1 pepper rating

With its acquisition of Trados earlier this year, SDL started pushing the notion of "global information management," which it says is driven by how "global enterprises operate in fast-moving and competitive markets, with shorter product lifecycles, new international competitors and changing customer expectations." We wrote about this in a series of technology reports earlier this year, but characterized this phenomenon as the "global content life cycle" encompassing the creation (author, transform, organize, index); use (access, search, distribute, leverage; and management (store, retain, dispose, evolve).
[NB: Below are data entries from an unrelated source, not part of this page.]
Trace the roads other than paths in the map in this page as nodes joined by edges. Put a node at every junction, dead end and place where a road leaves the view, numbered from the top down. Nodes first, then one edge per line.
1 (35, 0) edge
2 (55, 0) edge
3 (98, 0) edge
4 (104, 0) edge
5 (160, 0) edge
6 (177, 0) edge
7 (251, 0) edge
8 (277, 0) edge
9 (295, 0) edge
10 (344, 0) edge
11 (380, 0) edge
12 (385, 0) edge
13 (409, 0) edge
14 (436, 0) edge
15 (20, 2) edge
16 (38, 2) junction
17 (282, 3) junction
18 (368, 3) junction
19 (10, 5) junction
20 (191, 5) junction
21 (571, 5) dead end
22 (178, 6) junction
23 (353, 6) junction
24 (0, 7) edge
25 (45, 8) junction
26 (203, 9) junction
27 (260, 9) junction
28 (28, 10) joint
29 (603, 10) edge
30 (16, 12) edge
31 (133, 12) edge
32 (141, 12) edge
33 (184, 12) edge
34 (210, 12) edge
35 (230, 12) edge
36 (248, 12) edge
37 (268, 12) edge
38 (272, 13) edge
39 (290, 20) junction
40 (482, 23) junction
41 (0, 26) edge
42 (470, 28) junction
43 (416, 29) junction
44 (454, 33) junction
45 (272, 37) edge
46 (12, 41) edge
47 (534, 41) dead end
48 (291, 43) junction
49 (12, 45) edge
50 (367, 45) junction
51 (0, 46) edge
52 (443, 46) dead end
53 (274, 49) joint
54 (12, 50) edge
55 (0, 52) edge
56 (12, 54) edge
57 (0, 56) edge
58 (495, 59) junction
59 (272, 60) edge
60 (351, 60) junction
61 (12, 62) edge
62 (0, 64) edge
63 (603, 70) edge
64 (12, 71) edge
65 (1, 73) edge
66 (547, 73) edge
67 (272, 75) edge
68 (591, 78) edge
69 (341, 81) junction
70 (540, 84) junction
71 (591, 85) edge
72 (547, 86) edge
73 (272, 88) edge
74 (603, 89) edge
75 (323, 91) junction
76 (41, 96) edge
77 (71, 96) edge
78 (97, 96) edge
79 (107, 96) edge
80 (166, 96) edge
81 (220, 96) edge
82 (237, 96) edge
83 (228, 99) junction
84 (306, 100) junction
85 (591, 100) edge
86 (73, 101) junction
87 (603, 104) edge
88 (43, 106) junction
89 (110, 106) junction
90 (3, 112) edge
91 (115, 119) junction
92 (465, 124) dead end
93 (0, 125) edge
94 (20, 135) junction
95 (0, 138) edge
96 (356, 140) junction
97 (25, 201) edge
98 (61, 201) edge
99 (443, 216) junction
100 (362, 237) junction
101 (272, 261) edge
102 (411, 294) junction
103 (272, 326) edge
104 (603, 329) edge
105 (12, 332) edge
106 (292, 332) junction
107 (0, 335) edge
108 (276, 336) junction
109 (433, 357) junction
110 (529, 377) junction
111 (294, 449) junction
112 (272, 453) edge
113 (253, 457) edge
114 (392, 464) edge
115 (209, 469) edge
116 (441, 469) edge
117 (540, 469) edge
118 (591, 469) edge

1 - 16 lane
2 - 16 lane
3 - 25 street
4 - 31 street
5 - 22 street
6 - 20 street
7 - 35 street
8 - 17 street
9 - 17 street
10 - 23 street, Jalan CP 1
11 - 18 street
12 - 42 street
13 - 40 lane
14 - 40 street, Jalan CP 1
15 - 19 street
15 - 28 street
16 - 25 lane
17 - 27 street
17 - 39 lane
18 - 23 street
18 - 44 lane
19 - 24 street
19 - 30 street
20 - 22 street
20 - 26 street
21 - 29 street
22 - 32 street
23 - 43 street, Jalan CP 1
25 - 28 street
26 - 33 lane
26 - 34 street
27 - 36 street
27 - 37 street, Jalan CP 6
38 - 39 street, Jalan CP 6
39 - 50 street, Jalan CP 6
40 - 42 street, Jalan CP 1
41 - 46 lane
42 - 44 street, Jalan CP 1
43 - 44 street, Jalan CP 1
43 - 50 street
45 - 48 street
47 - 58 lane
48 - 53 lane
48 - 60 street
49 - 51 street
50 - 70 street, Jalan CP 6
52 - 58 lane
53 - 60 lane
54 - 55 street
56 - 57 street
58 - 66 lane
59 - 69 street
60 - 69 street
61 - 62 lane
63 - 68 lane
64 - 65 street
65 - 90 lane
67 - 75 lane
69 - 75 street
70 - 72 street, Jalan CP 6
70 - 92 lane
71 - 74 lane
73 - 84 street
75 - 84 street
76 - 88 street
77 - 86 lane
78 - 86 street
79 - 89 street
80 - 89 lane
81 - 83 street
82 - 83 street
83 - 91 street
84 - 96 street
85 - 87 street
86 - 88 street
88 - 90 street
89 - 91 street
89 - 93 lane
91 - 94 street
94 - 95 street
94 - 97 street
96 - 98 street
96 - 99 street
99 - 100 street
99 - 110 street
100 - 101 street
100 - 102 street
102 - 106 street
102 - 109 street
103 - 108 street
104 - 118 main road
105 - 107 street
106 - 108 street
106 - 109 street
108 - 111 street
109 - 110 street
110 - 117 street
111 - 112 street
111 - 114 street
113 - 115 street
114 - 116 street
We’re always curious to see how (or whether) terms get picked up in the marketplace, so we googled "global content life cycle" and "global information management." Sigh. Our "global content life cycle" seems to be used by everybody, where "everybody" is defined as the set of individuals working at Common Sense Advisory. "Global information management" has a bit more pick-up, but the first hits are for the Journal of Global Information Management and some other more general uses, not the multilingual content management envisioned by SDL.

So we decided to look at whether SDL’s ecosystem partners posted the press release and used the term "global information management" at their websites. As of 23 November, it wasn’t looking very good.

  • EMC Documentum had not posted the press release, nor had it used the term on its website.

  • Interwoven — no press release, no GIM.
  • Blast Radius — no press release and whoops, no search function at the website.
  • Trisoft — front and center on its partner page.
  • Tridion — no press release, no GIM.

  • Astoria Software — we didn’t find the November press release, but a site search found this one.
  • Day — no and no.
  • XyEnterprise — nope and nope.

In its GIM ecosystem SDL included Alchemy and PASS, coding partners with localization engineering tools. Including these two is a good sign of openness and coopetition because SDL has a competing, albeit not traditionally competitive product, in this space. However, Alchemy has neither the press release nor site search to look for it. Over at PASS, there’s no press release and no GIM on the site.

Coining a term is not easy. Others need a reason to use the new term, so SDL — or any other neologist — has to establish value. Large companies do so through spending and market momentum, while smaller firms need to demonstrate that it captures the essence of the issue but without being proprietary to the coiner. The jury is still out on "global information management," and we can’t wait for GILT — that unfortunate acronym for globalization, internationalization, localization, and translation — to complete its slow journey to the terminology scrapheap.